__What this task involves__.
Without the images, repeat every line of the listing verbatim.
--- START ---
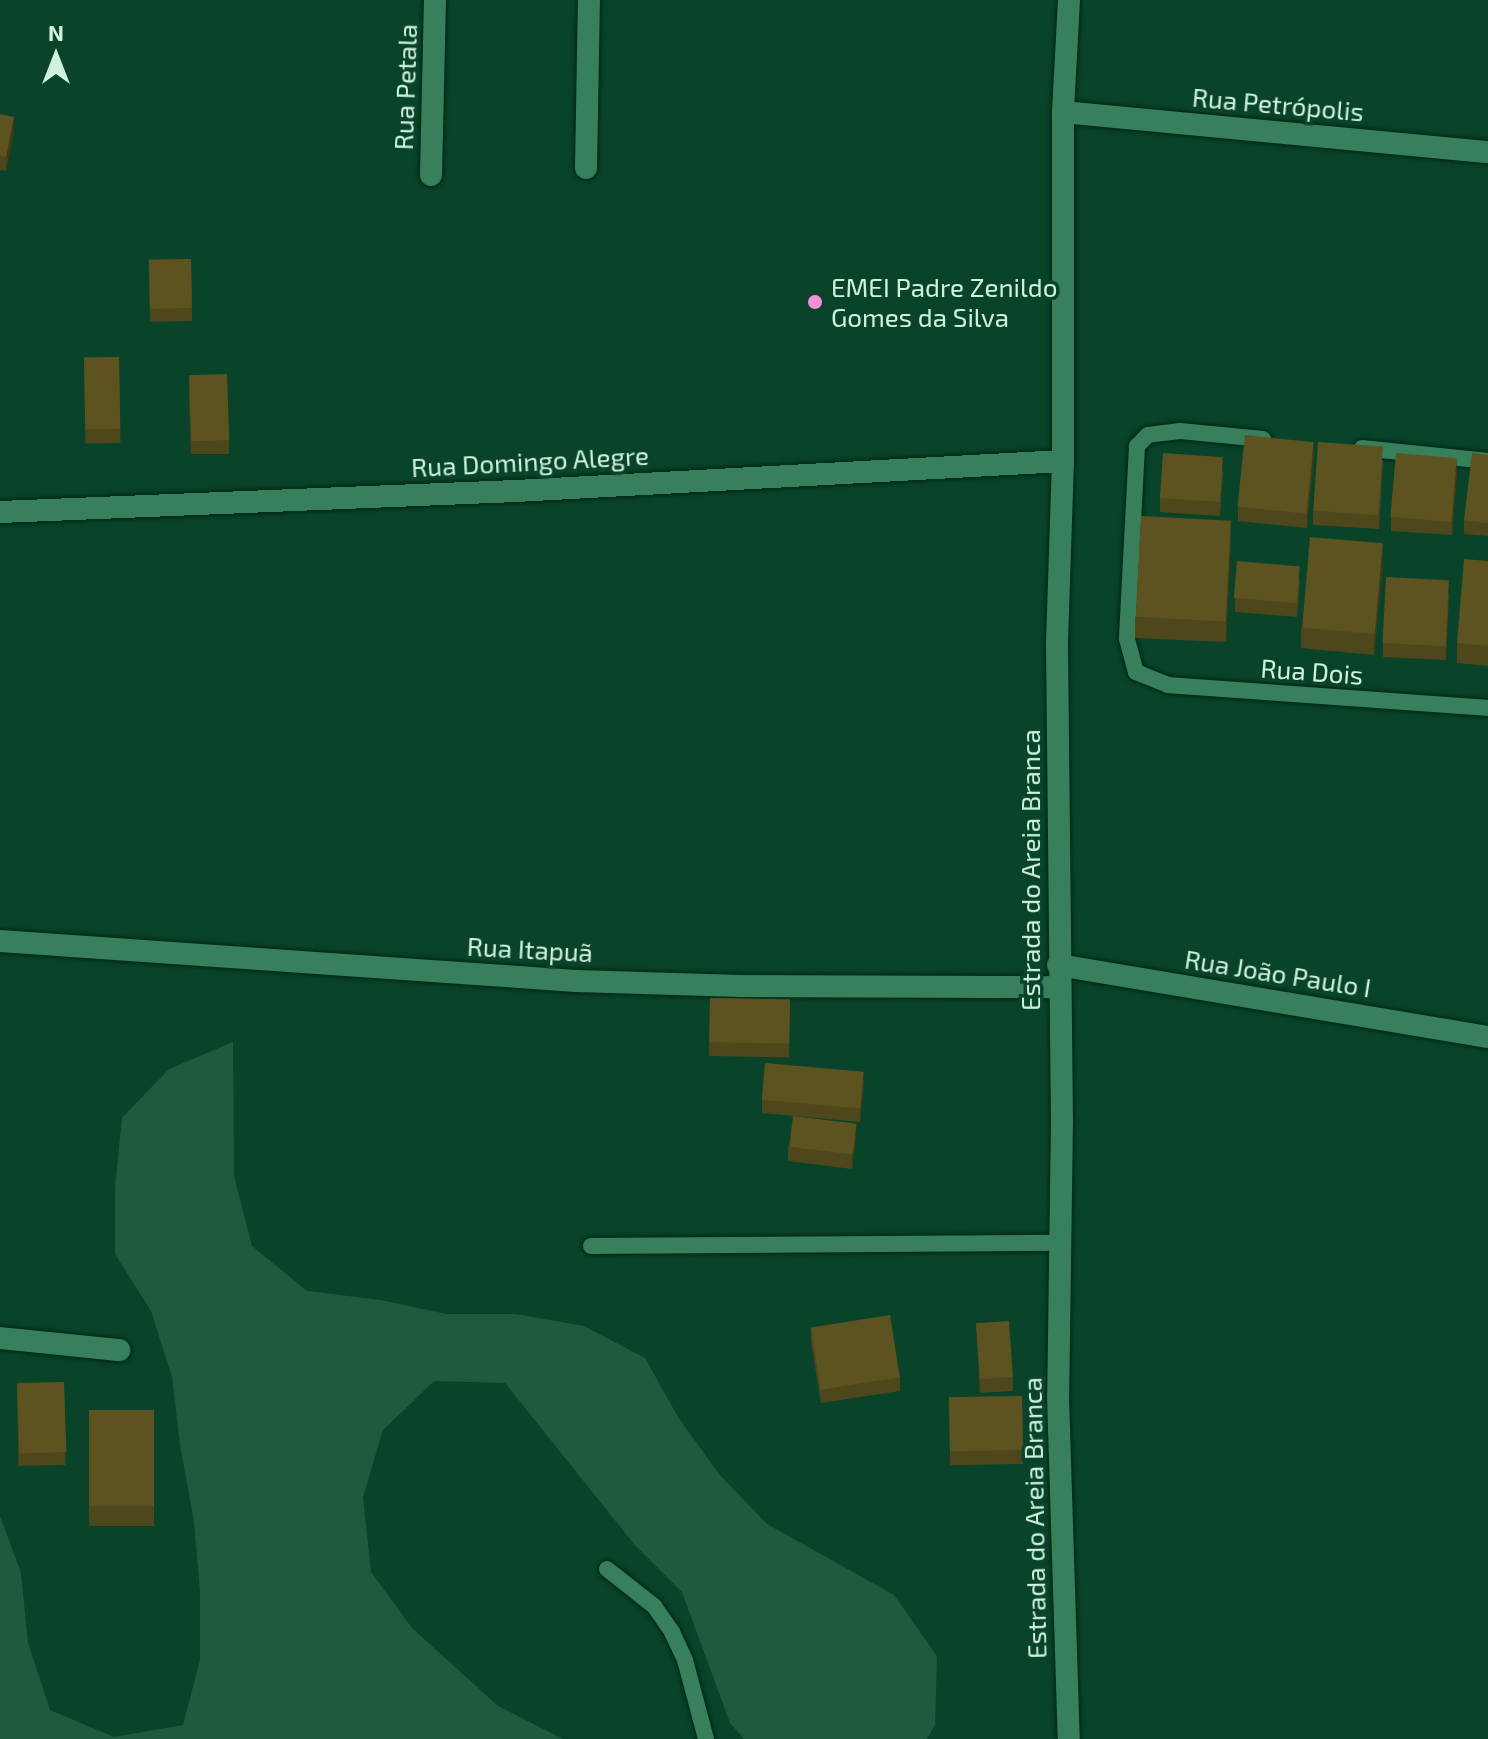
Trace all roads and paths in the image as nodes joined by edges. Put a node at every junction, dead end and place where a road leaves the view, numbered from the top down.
1 (435, 0) edge
2 (589, 0) edge
3 (1069, 0) edge
4 (1063, 112) junction
5 (1488, 152) edge
6 (586, 168) dead end
7 (431, 175) dead end
8 (1288, 441) edge
9 (1349, 447) edge
10 (1063, 461) junction
11 (1488, 461) edge
12 (0, 512) edge
13 (1488, 708) edge
14 (0, 941) edge
15 (1058, 976) junction
16 (1488, 1037) edge
17 (1060, 1243) junction
18 (591, 1246) dead end
19 (0, 1338) edge
20 (119, 1350) dead end
21 (607, 1569) dead end
22 (706, 1739) edge
23 (1069, 1739) edge

1 - 7 street, Rua Petala
2 - 6 street
3 - 4 street, Estrada do Areia Branca
4 - 5 street, Rua Petrópolis
4 - 10 street, Estrada do Areia Branca
8 - 13 lane, Rua Dois
9 - 11 lane
10 - 12 street, Rua Domingo Alegre
10 - 15 street, Estrada do Areia Branca
14 - 15 street, Rua Itapuã
15 - 16 street, Rua João Paulo I
15 - 17 street, Estrada do Areia Branca
17 - 18 lane
17 - 23 street, Estrada do Areia Branca
19 - 20 street
21 - 22 lane

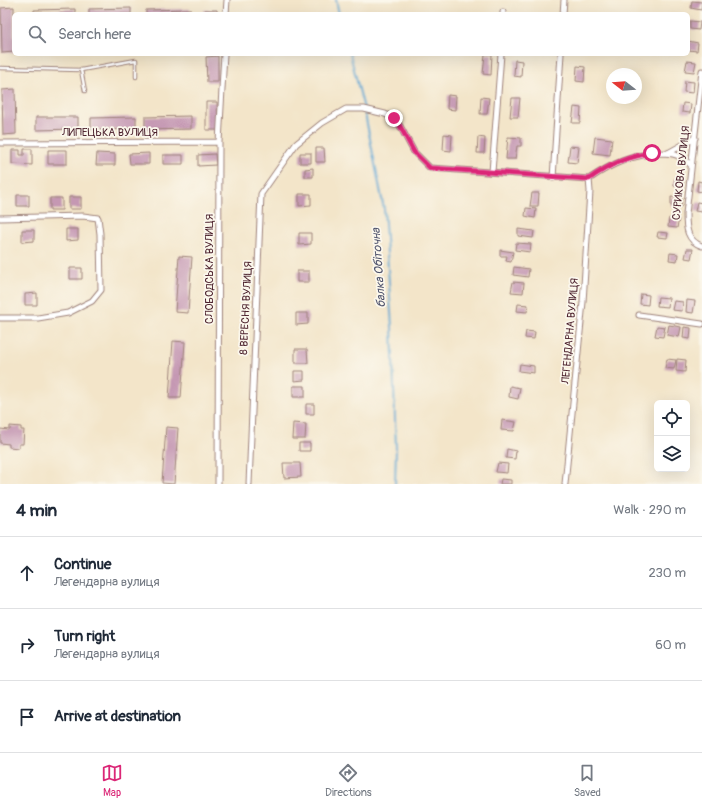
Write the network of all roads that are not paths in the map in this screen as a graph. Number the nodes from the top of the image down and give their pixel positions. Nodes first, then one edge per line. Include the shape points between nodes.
--- END ---
__Answer space__.
Trace all roads and paths in the image as nodes joined by edges. Put a node at every junction, dead end and place where a road leaves the view, numbered from the top down.
1 (435, 0) edge
2 (589, 0) edge
3 (1069, 0) edge
4 (1063, 112) junction
5 (1488, 152) edge
6 (586, 168) dead end
7 (431, 175) dead end
8 (1288, 441) edge
9 (1349, 447) edge
10 (1063, 461) junction
11 (1488, 461) edge
12 (0, 512) edge
13 (1488, 708) edge
14 (0, 941) edge
15 (1058, 976) junction
16 (1488, 1037) edge
17 (1060, 1243) junction
18 (591, 1246) dead end
19 (0, 1338) edge
20 (119, 1350) dead end
21 (607, 1569) dead end
22 (706, 1739) edge
23 (1069, 1739) edge

1 - 7 street, Rua Petala
2 - 6 street
3 - 4 street, Estrada do Areia Branca
4 - 5 street, Rua Petrópolis
4 - 10 street, Estrada do Areia Branca
8 - 13 lane, Rua Dois
9 - 11 lane
10 - 12 street, Rua Domingo Alegre
10 - 15 street, Estrada do Areia Branca
14 - 15 street, Rua Itapuã
15 - 16 street, Rua João Paulo I
15 - 17 street, Estrada do Areia Branca
17 - 18 lane
17 - 23 street, Estrada do Areia Branca
19 - 20 street
21 - 22 lane

Write the network of all roads that are not paths in the map in this screen as a graph. Number the nodes from the top of the image down and give their pixel positions. Nodes first, then one edge per line. Include the shape points between nodes.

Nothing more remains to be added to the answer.